Die Regeln der Kunst#

…werden in laufenden Diskurse stets neu verhandelt. Ob das nun Leute des Kunstmarktes sind, des Feuilletons, der Kunstgeschichte, zuzüglich all der primären Kräfte, also der Künstlerinnen und Künstler, egal! Diese Debatten werden geführt, dokumentiert, medial verbreitet. Um es mit Lüpertz zu sagen: die Kunst ist stets Renaissance, beschäftigt sich mit ihrer Vorgeschichte.

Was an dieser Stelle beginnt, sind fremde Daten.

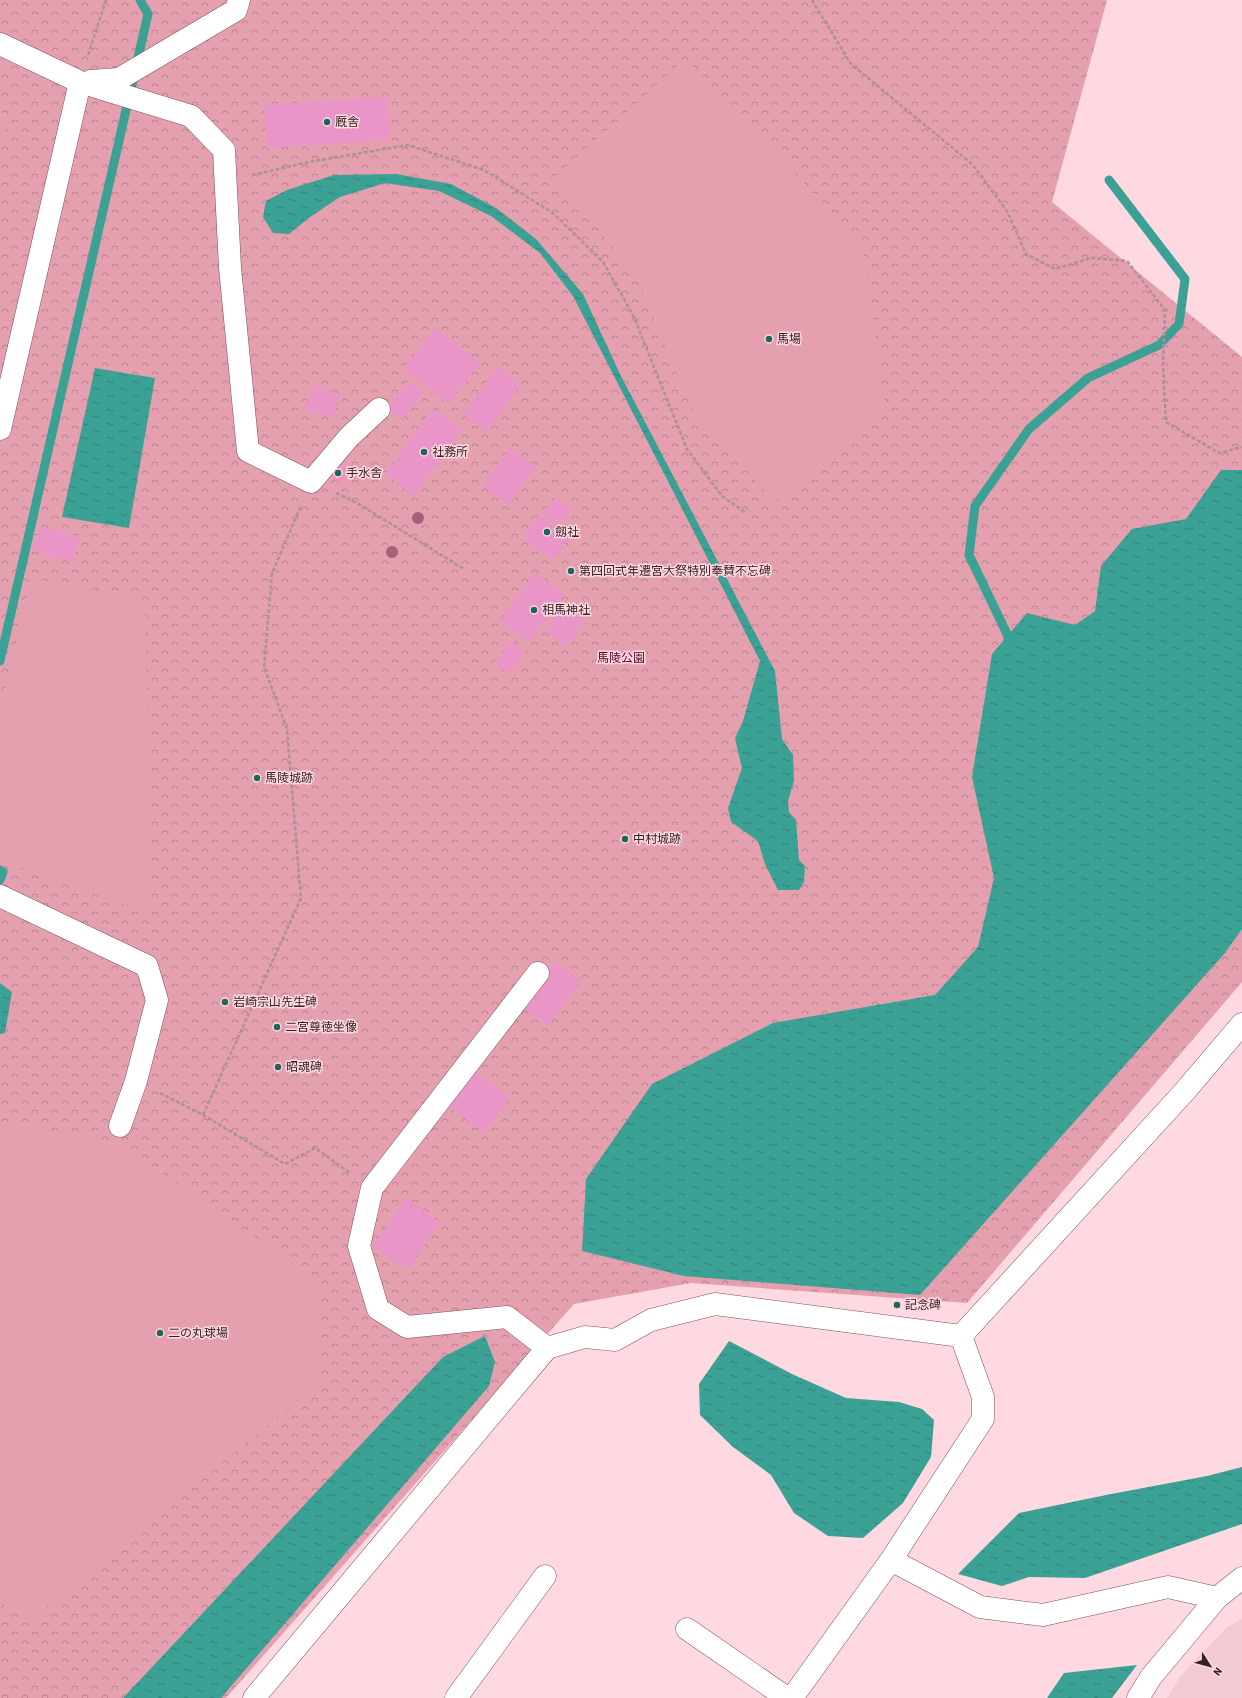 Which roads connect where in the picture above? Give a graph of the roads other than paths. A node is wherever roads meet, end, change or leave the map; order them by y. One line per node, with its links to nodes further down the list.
1 (239, 0): 3 (street)
2 (0, 44): 3 (street)
3 (80, 82): 4 (street); 5 (street)
4 (379, 409)
5 (0, 429)
6 (0, 896): 9 (street)
7 (538, 973): 11 (street)
8 (1242, 1024): 10 (street)
9 (120, 1126)
10 (961, 1336): 11 (street); 12 (street)
11 (547, 1348): 17 (street)
12 (891, 1560): 15 (street); 20 (street)
13 (545, 1576): 18 (street)
14 (1242, 1578): 15 (street)
15 (1218, 1598): 21 (street)
16 (687, 1629): 19 (street)
17 (254, 1698)
18 (456, 1698)
19 (786, 1698)
20 (792, 1698)
21 (1138, 1698)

Das Reich der Sinnlichkeit#

…ist eine Gebiet der Geschmacksereignisse. Gefällt mir oder auch nicht. Sagt mir etwas oder auch nichts. Würde ich gerne haben oder auf keinen Fall. Geschmack kommt aus den eigenen Wahrnehmungserfahrungen und kann in einer Debatte nicht angefochten werden.

Die Frage der Reihweite#

Wer innerhalb des Horizonts der eigenen ästhetischen Erfahrungen bleiben will, darf das natürlich, denn es gibt keinerlei Verpflichtung zu erweiterten Horizonten. Weshalb erzähle ich all das überhaupt? Aus zwei Gründen. Einerseits arbeite ich derzeit intensiv im Hintergrund des Vorhabens „Der milde Leviathan“. Was ich dazu tue, fällt nicht unter Kunst, weist aber da hin.

Andrerseits arbeite ich einige Dinge auf, wie etwa die Facebook-Notizen zu „Routen & Gegend“. Eben ging im Austria-Forum Albumblatt #27 online; ich bin in Verzug. Das ist ein gutes Beispiel für die laufenden Übungen, die ich als Künstler unverzichtbar finde. Wie Sportler ständig trainieren, wie eine Pianistin ständig übt, so ist meine Wahrnehmung ständig bei der Arbeit und haut als Spinoff derlei Sachen raus.

Die sollen visuell und sprachlich etwas taugen, beides in Spannung miteinander bringen, aber sie sind keine Kunstwerke, sondern Etüden. Doch meine innere Ausstattung für die weit seltenere künstlerische Arbeit bezieht daraus wichtige Substanz. Wer dagegen über Fingerübungen nicht hinauskommt und das dann als Kunstwerke deklariert, auch gut. Der Kunst ist das egal. (Mir auch.)